Similar observational data accrued for 20 years for male circumcision before the results of randomised trials led to the writing of public health guidelines. Will we have to wait as long before international recommendations can be formulated on the contribution of antiretrovirals to HIV prevention? The HPTN 052 trial, by the National Institute of Allergy and Infectious Diseases9 has randomised couples in whom the infected partner has a CD4 cell count of 250550 cells per µL to either start antiretrovirals immediately or wait until the CD4 cell count drops below 250 cells per µL; results are expected in 2014. This trial will provide useful data on long-term measures of efficacy of ART among HIV discordant couples, adherence when ART is initiated earlier, incidence of drug resistance, and potential risk compensation. Meanwhile, worldwide, indications for starting antiretroviral therapy expand to higher CD4 cell counts.

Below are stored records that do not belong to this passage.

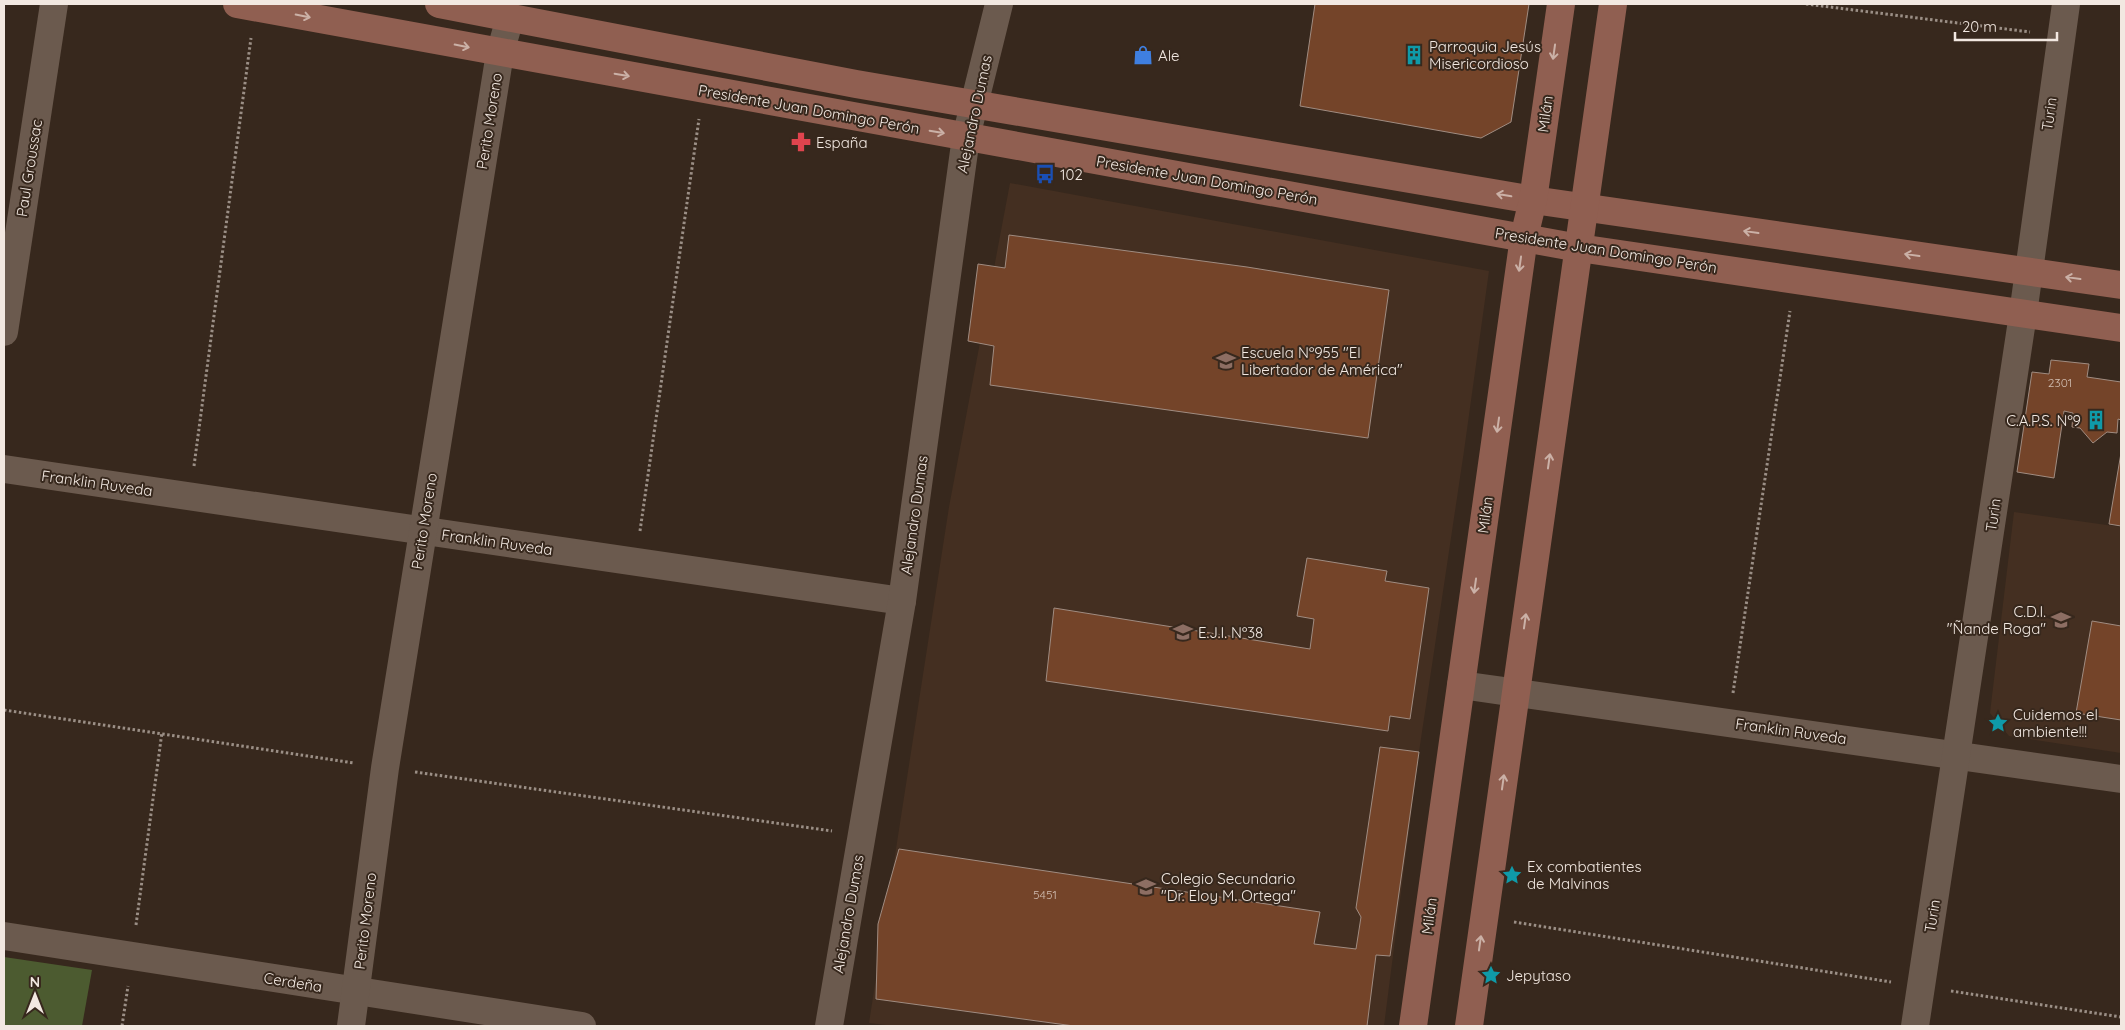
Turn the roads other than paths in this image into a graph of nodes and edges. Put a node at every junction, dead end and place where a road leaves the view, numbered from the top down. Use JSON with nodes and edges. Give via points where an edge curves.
{"nodes":[{"id":1,"x":54,"y":4,"type":"edge"},
{"id":2,"x":439,"y":4,"type":"edge"},
{"id":3,"x":999,"y":4,"type":"edge"},
{"id":4,"x":1561,"y":4,"type":"edge"},
{"id":5,"x":1613,"y":4,"type":"edge"},
{"id":6,"x":2066,"y":4,"type":"edge"},
{"id":7,"x":246,"y":6,"type":"edge"},
{"id":8,"x":510,"y":18,"type":"junction"},
{"id":9,"x":500,"y":53,"type":"junction"},
{"id":10,"x":974,"y":105,"type":"junction"},
{"id":11,"x":966,"y":137,"type":"junction"},
{"id":12,"x":1533,"y":200,"type":"junction"},
{"id":13,"x":1585,"y":208,"type":"junction"},
{"id":14,"x":1524,"y":237,"type":"junction"},
{"id":15,"x":1579,"y":248,"type":"junction"},
{"id":16,"x":2027,"y":271,"type":"junction"},
{"id":17,"x":2121,"y":285,"type":"edge"},
{"id":18,"x":2023,"y":314,"type":"junction"},
{"id":19,"x":2121,"y":328,"type":"edge"},
{"id":20,"x":4,"y":332,"type":"edge"},
{"id":21,"x":4,"y":469,"type":"edge"},
{"id":22,"x":422,"y":531,"type":"junction"},
{"id":23,"x":902,"y":601,"type":"junction"},
{"id":24,"x":1461,"y":685,"type":"junction"},
{"id":25,"x":1515,"y":692,"type":"junction"},
{"id":26,"x":1957,"y":755,"type":"junction"},
{"id":27,"x":2121,"y":779,"type":"edge"},
{"id":28,"x":4,"y":936,"type":"edge"},
{"id":29,"x":356,"y":992,"type":"junction"},
{"id":30,"x":351,"y":1026,"type":"edge"},
{"id":31,"x":582,"y":1026,"type":"edge"},
{"id":32,"x":829,"y":1026,"type":"edge"},
{"id":33,"x":1413,"y":1026,"type":"edge"},
{"id":34,"x":1469,"y":1026,"type":"edge"},
{"id":35,"x":1915,"y":1026,"type":"edge"}],
"edges":[{"from":1,"to":20,"type":"street","name":"Paul Groussac"},
{"from":2,"to":8,"type":"main road"},
{"from":3,"to":10,"type":"street","name":"Alejandro Dumas"},
{"from":4,"to":12,"type":"main road","name":"Milán","one_way":true},
{"from":5,"to":13,"type":"main road"},
{"from":6,"to":16,"type":"street","name":"Turin"},
{"from":7,"to":9,"type":"main road","name":"Presidente Juan Domingo Perón","one_way":true},
{"from":8,"to":9,"type":"street","name":"Perito Moreno"},
{"from":8,"to":10,"type":"main road"},
{"from":9,"to":11,"type":"main road","name":"Presidente Juan Domingo Perón","one_way":true},
{"from":9,"to":22,"type":"street","name":"Perito Moreno"},
{"from":10,"to":11,"type":"street","name":"Alejandro Dumas"},
{"from":12,"to":10,"type":"main road","one_way":true},
{"from":11,"to":14,"type":"main road","name":"Presidente Juan Domingo Perón"},
{"from":11,"to":23,"type":"street","name":"Alejandro Dumas"},
{"from":12,"to":13,"type":"main road"},
{"from":12,"to":14,"type":"main road","name":"Milán"},
{"from":13,"to":15,"type":"main road"},
{"from":16,"to":13,"type":"main road","one_way":true},
{"from":14,"to":15,"type":"main road","name":"Presidente Juan Domingo Perón"},
{"from":14,"to":24,"type":"main road","name":"Milán","one_way":true},
{"from":15,"to":18,"type":"main road","name":"Presidente Juan Domingo Perón"},
{"from":25,"to":15,"type":"main road","one_way":true},
{"from":17,"to":16,"type":"main road","one_way":true},
{"from":16,"to":18,"type":"street","name":"Turin"},
{"from":18,"to":19,"type":"main road","name":"Presidente Juan Domingo Perón"},
{"from":18,"to":26,"type":"street","name":"Turin"},
{"from":21,"to":22,"type":"street","name":"Franklin Ruveda"},
{"from":22,"to":23,"type":"street","name":"Franklin Ruveda"},
{"from":22,"to":29,"type":"street","name":"Perito Moreno","via":[[385,768]]},
{"from":23,"to":32,"type":"street","name":"Alejandro Dumas"},
{"from":24,"to":25,"type":"street","name":"Franklin Ruveda"},
{"from":24,"to":33,"type":"main road","name":"Milán"},
{"from":25,"to":26,"type":"street","name":"Franklin Ruveda"},
{"from":34,"to":25,"type":"main road","one_way":true},
{"from":26,"to":27,"type":"street","name":"Franklin Ruveda"},
{"from":26,"to":35,"type":"street","name":"Turin"},
{"from":28,"to":29,"type":"street","name":"Cerdeña"},
{"from":29,"to":30,"type":"street","name":"Perito Moreno"},
{"from":29,"to":31,"type":"street","name":"Cerdeña"}]}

No HIV test, no treatment, no transmission prevention: the concept of treatment-as-prevention implies changes in screening and testing for HIV. Motivations for testing vary, but many people test to obtain treatment today when they feel unwell.10 Restricting antiretrovirals to those with advanced HIV disease is a barrier to the uptake of HIV testing.11 Voluntary HIV counselling and testing, common policy in most countries, does not result in enough people testing regularly enough to affect onward HIV spread. Radically different strategies are now being proposed, as exemplified by the recent launch of the massive HIV prevention and treatment campaign in South Africa.12
During the hour or so it takes to read this Comment and linked Article, 300 new HIV infections will have occurred in Africa. We should not wait for the results of further models, observational studies, or the ongoing couple-based prevention trial before engaging in population-based trials of test-and-treat. Prevention of new infections would be the main goal but individual-level benefits can also be expected; to be evaluated against initially increased costs to the health-care system. Indeed, today's results argue powerfully for a new generation of research on HIV prevention at the population level with the best possible scientific methodology, including cluster-randomised trials. We declare that we have no conflicts of interest.